• _Exercise details_
Select and reproduce each line of the listing below that bears the string "Thorpe".
(Source material Opens)
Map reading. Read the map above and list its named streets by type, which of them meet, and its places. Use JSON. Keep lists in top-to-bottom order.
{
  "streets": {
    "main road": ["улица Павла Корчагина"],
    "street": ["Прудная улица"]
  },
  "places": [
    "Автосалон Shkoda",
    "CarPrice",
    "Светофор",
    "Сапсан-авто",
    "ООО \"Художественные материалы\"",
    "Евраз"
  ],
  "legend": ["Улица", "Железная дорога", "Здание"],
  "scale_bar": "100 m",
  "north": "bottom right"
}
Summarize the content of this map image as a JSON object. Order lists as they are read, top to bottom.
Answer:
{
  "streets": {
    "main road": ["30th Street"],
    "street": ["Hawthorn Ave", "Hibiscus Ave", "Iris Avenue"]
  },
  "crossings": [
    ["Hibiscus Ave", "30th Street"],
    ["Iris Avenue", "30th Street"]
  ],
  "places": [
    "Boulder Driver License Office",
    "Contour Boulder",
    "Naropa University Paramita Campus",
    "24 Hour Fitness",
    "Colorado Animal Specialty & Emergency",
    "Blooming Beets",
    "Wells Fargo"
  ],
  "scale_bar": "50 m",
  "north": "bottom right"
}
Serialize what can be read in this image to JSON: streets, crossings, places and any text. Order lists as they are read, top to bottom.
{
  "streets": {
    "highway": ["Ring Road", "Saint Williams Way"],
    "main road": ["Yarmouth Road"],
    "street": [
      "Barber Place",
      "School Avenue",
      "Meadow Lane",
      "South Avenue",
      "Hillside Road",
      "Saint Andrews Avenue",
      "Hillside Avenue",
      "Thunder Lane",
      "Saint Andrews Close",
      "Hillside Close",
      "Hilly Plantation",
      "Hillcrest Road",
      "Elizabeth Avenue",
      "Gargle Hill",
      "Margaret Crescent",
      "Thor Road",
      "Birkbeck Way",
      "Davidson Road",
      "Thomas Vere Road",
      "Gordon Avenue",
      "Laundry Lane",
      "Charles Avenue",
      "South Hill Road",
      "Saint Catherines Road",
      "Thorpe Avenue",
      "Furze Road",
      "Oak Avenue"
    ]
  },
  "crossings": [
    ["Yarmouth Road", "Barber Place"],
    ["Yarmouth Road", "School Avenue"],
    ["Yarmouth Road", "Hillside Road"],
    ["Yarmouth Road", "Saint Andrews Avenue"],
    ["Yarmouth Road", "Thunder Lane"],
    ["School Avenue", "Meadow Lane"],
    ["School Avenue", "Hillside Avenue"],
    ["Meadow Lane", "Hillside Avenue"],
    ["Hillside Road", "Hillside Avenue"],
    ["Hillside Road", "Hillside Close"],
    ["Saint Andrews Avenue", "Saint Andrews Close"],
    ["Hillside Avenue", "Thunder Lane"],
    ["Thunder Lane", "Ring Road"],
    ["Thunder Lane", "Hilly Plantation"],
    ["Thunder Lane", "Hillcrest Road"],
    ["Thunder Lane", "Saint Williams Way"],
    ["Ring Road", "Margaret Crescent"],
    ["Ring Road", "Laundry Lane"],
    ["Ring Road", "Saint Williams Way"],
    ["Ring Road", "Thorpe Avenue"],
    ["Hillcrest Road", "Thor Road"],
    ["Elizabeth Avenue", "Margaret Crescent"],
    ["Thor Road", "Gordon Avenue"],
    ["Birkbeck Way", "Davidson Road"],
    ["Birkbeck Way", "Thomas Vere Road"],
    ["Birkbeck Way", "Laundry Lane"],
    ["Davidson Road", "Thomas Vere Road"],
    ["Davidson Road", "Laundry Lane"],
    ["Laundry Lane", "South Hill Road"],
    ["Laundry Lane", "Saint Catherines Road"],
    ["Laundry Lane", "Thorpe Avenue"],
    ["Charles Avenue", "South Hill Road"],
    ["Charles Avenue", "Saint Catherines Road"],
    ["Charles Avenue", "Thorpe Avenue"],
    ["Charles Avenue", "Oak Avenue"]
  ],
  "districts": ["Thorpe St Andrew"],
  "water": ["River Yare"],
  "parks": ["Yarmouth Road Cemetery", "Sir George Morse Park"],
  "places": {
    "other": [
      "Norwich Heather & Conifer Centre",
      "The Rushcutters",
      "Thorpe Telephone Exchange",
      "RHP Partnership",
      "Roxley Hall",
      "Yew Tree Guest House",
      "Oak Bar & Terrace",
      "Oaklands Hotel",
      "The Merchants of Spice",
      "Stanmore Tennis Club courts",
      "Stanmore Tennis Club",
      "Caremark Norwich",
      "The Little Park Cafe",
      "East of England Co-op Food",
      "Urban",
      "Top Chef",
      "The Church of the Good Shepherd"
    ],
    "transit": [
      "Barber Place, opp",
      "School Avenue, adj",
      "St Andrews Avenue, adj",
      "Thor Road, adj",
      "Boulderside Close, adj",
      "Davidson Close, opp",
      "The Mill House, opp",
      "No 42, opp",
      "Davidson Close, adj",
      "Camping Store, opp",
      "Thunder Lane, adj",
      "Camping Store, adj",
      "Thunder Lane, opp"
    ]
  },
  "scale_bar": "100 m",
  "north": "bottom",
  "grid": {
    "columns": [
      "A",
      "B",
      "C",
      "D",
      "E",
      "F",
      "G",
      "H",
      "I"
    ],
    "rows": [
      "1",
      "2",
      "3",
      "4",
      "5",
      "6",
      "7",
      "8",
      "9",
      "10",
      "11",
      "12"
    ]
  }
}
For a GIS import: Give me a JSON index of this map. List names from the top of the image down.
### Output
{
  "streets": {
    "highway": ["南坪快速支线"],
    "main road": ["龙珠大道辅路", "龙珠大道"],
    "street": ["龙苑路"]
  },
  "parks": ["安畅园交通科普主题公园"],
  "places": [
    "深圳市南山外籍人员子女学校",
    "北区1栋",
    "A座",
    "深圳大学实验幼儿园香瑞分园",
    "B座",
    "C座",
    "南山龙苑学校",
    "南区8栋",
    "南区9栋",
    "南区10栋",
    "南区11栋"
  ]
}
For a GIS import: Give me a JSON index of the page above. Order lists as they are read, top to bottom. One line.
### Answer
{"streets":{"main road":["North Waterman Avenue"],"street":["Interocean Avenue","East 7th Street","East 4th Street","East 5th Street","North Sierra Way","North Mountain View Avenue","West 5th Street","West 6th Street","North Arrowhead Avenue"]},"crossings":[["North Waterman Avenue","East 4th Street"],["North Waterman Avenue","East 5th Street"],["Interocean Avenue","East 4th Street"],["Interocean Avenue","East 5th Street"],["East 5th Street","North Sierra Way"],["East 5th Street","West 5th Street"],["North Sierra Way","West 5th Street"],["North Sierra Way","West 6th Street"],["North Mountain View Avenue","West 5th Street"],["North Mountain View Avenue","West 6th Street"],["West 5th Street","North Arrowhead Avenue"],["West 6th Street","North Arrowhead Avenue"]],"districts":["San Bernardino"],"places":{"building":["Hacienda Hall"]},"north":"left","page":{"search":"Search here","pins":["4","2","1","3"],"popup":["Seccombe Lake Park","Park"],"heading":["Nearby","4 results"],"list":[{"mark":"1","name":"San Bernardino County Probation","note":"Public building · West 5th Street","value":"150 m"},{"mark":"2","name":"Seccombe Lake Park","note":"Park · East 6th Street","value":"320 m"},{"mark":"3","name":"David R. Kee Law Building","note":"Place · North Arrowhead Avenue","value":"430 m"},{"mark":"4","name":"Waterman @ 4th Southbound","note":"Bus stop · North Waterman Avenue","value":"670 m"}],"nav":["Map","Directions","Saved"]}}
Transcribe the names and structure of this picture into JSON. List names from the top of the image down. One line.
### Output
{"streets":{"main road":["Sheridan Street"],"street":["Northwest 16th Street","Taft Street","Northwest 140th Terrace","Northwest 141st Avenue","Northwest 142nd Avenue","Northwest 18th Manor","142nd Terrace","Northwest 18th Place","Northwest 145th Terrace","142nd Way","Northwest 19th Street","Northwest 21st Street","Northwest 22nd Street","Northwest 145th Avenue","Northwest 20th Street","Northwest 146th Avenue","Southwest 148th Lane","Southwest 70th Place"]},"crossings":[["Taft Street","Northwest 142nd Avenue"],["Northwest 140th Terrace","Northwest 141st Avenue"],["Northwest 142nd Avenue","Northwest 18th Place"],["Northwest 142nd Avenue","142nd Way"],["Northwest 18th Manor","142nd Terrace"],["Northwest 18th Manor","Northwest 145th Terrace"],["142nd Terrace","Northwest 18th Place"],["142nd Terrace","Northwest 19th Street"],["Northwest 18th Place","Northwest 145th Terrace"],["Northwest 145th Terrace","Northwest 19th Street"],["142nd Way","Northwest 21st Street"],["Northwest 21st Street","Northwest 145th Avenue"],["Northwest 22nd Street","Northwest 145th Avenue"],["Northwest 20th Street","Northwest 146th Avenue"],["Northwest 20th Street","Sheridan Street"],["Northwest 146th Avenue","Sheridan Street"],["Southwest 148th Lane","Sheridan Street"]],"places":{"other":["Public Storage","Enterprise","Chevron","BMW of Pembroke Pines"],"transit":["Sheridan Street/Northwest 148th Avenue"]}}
(Source material Closes)
• _Result for this exercise_
      "Thorpe Avenue",
    ["Ring Road", "Thorpe Avenue"],
    ["Laundry Lane", "Thorpe Avenue"],
    ["Charles Avenue", "Thorpe Avenue"],
  "districts": ["Thorpe St Andrew"],
      "Thorpe Telephone Exchange",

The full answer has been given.